_WHAT TO DO_: The output must match the entries below exactly.

_DATASET RECORDS_:
>>>>

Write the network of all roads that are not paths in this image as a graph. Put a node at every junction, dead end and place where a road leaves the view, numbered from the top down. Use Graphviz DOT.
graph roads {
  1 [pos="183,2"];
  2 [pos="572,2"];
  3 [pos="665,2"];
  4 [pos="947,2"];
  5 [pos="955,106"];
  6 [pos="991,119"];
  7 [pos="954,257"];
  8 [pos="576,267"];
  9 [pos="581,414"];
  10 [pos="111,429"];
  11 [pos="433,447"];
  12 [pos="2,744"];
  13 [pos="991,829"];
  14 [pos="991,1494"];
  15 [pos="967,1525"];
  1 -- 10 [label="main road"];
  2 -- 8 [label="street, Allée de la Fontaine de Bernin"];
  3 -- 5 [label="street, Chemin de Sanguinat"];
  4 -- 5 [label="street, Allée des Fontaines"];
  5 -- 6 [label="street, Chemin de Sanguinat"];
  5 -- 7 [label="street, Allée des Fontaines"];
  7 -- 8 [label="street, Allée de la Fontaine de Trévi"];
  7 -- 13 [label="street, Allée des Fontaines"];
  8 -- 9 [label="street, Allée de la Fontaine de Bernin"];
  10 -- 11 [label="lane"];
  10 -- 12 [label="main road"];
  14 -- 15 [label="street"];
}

<<<<

_FINISHED TASK_:
Write the network of all roads that are not paths in this image as a graph. Put a node at every junction, dead end and place where a road leaves the view, numbered from the top down. Use Graphviz DOT.
graph roads {
  1 [pos="183,2"];
  2 [pos="572,2"];
  3 [pos="665,2"];
  4 [pos="947,2"];
  5 [pos="955,106"];
  6 [pos="991,119"];
  7 [pos="954,257"];
  8 [pos="576,267"];
  9 [pos="581,414"];
  10 [pos="111,429"];
  11 [pos="433,447"];
  12 [pos="2,744"];
  13 [pos="991,829"];
  14 [pos="991,1494"];
  15 [pos="967,1525"];
  1 -- 10 [label="main road"];
  2 -- 8 [label="street, Allée de la Fontaine de Bernin"];
  3 -- 5 [label="street, Chemin de Sanguinat"];
  4 -- 5 [label="street, Allée des Fontaines"];
  5 -- 6 [label="street, Chemin de Sanguinat"];
  5 -- 7 [label="street, Allée des Fontaines"];
  7 -- 8 [label="street, Allée de la Fontaine de Trévi"];
  7 -- 13 [label="street, Allée des Fontaines"];
  8 -- 9 [label="street, Allée de la Fontaine de Bernin"];
  10 -- 11 [label="lane"];
  10 -- 12 [label="main road"];
  14 -- 15 [label="street"];
}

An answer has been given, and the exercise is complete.